We draw the outlines for every speed indicator that is not reached by the current speed. For every other indicator, we fill it with a color that is interpolated from yellow to red depending on how near it is to 0 / 70.

Flutter speedometer iteration 3
Linear interpolated speed indicating bars

The needles are still missing! Remember: we want one needle to display the current speed and another to display the speed record.

_drawNeedle(
  0.15 + (speedRecord / 100),
  Colors.white54,
  size.width / 120
);
_drawNeedle(
  0.15 + (speed / 100),
  Colors.red,
  size.width / 70
);

void _drawNeedle(double rotation, Color color, double width) {
  paintObject
    ..style = PaintingStyle.fill
    ..color = color;

  Path needlePath = Path()
    ..moveTo(center.dx - width, center.dy)
    ..lineTo(center.dx + width, center.dy)
    ..lineTo(center.dx, center.dy + size.width / 2.5)
    ..moveTo(center.dx - width, center.dy);

  _drawRotated(rotation, () {
    canvas.drawPath(needlePath, paintObject);
  });
}

The needle is just a triangle from the center to the outer circle. Because we need to draw two needles, we make the method abstract and expect a rotation, a color and a width.

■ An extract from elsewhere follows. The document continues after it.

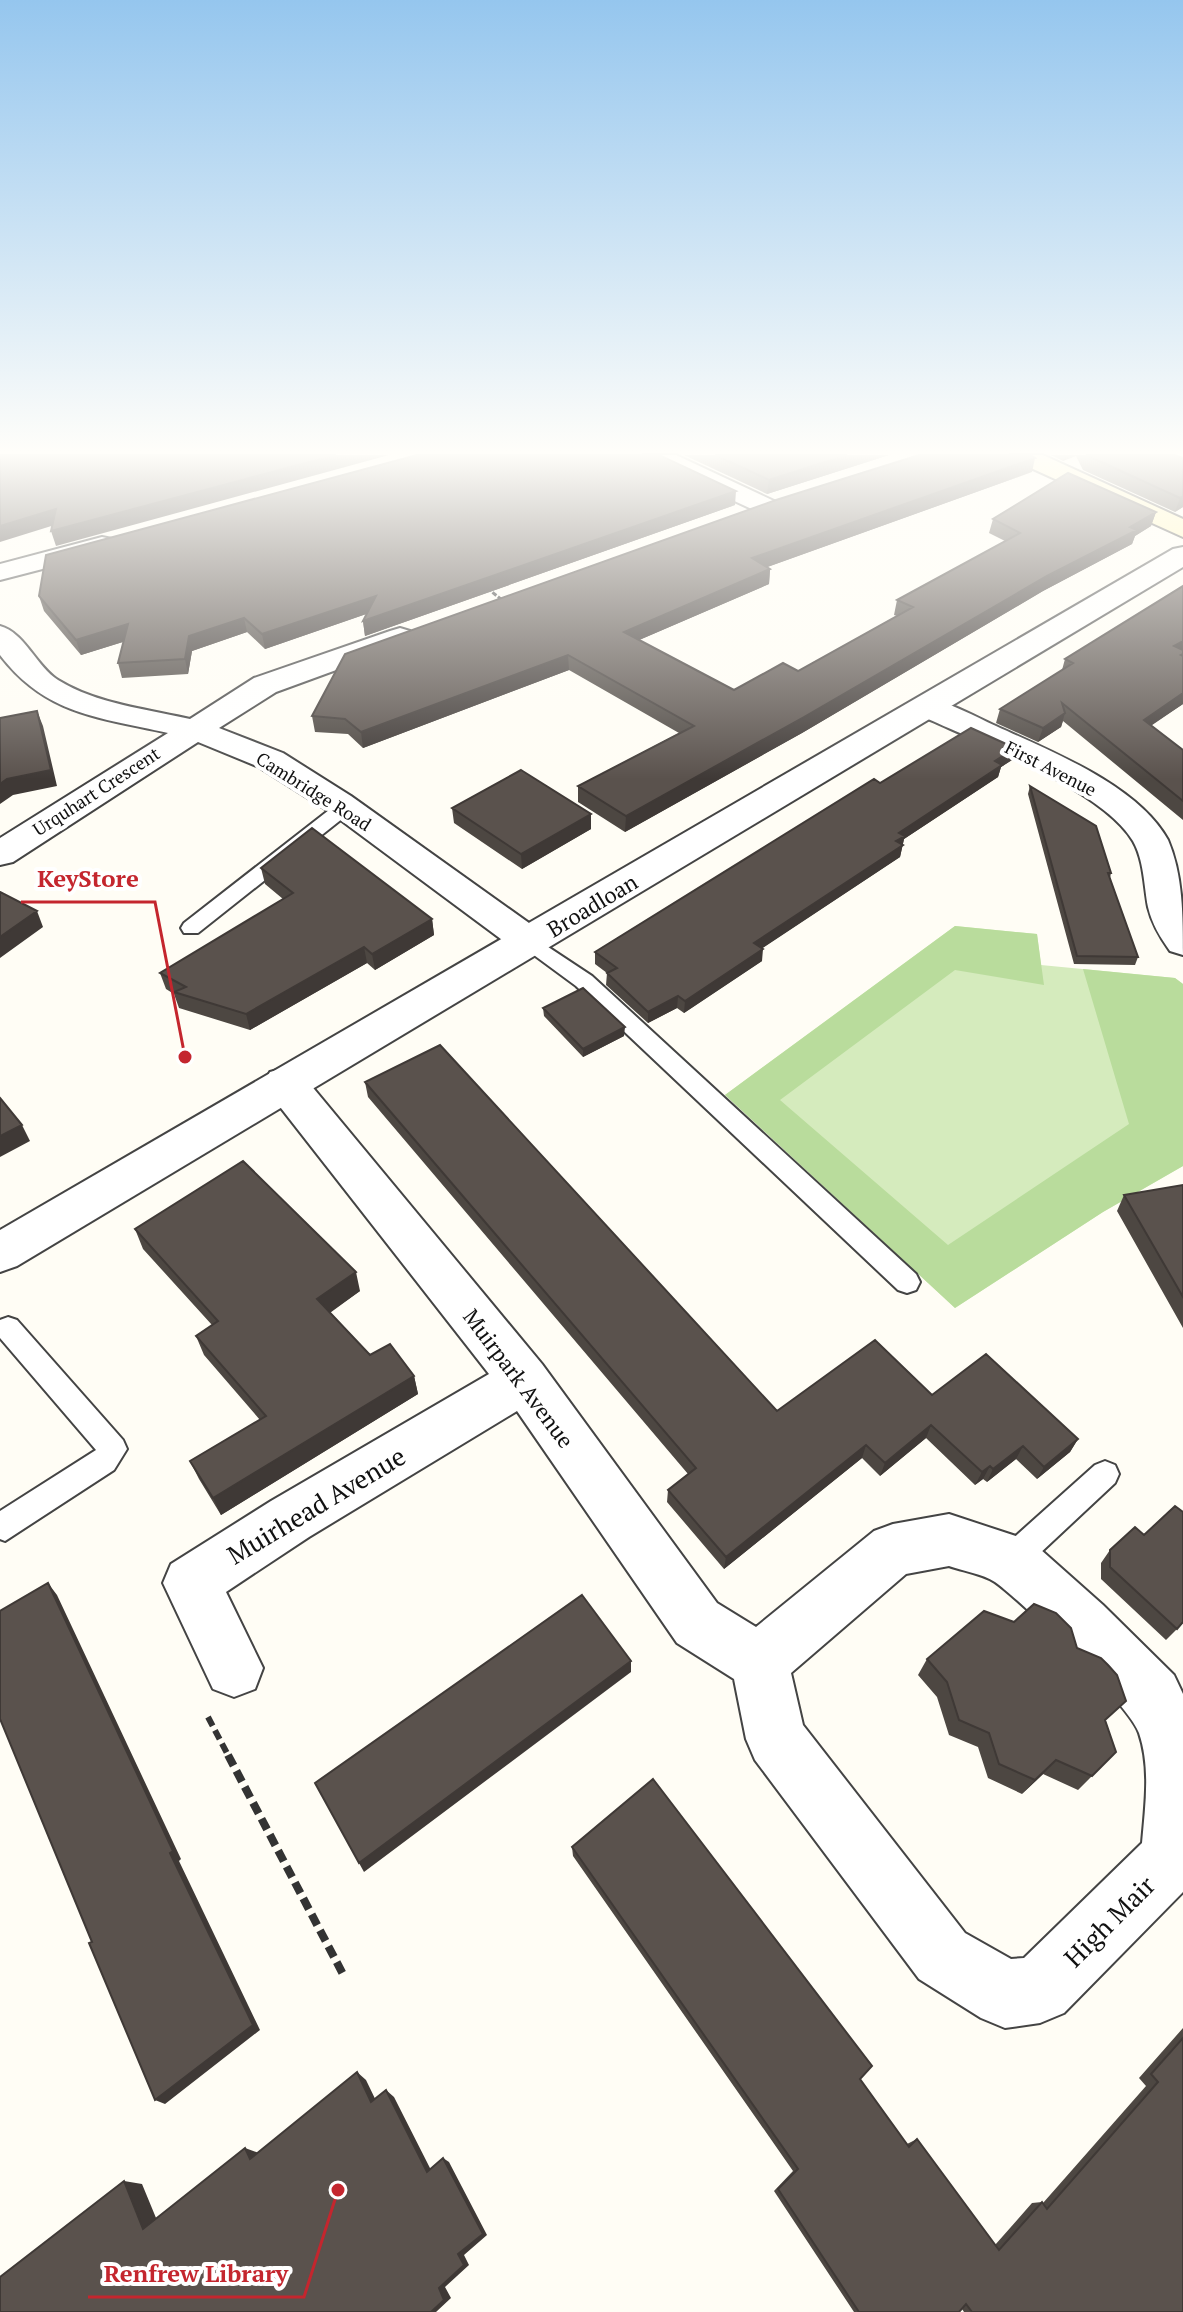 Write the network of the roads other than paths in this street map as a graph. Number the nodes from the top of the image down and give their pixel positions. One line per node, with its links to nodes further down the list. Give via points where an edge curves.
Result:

The speed needle is based on speed whereas the ghost needle is based on speedRecord.

void _drawNeedleHolder() {
  RadialGradient gradient = RadialGradient(
    colors: [Colors.orange, Colors.red, Colors.red, Colors.black],
    radius: 1.2,
    stops: [0.0, 0.7, 0.9, 1.0]
  );

  paintObject
    ..color = Colors.blueGrey
    ..shader = gradient.createShader(
      Rect.fromCenter(
        center: center,
        width: size.width / 20,
        height: size.width / 20
      )
    );

  canvas.drawCircle(
    size.center(Offset.zero),
    size.width / 15,
    paintObject
  );
}

The needle is nothing more than a circle with a radial fill.

void _drawSpeed() {
  TextSpan span = new TextSpan(
    style: new TextStyle(
      fontWeight: FontWeight.bold,
      color: Colors.red,
      fontSize: size.width / 12
    ),
    text: '${speed.toStringAsFixed(0)}'
  );

  TextPainter textPainter = TextPainter(
    text: span,
    textDirection: TextDirection.ltr,
    textAlign: TextAlign.center
  );

  textPainter.layout();

  final textCenter = Offset(
    center.dx,
    center.dy + (size.width / 10) + (textPainter.width / 2)
  );

  final textTopLeft = Offset(
    textCenter.dx - (textPainter.width / 2),
    textCenter.dy - (textPainter.width / 2)
  );

  textPainter.paint(canvas, textTopLeft);
}

The text of the current speed is the rounded value of speed and displayed below the needle holder.

Flutter speedometer iteration 4
The final iteration

Conclusion

The sensor package makes it very easy to fetch the current velocity of the phone’s movement. Using a CustomPainter we were able to quickly draw a speedometer that displays it in a fancy way!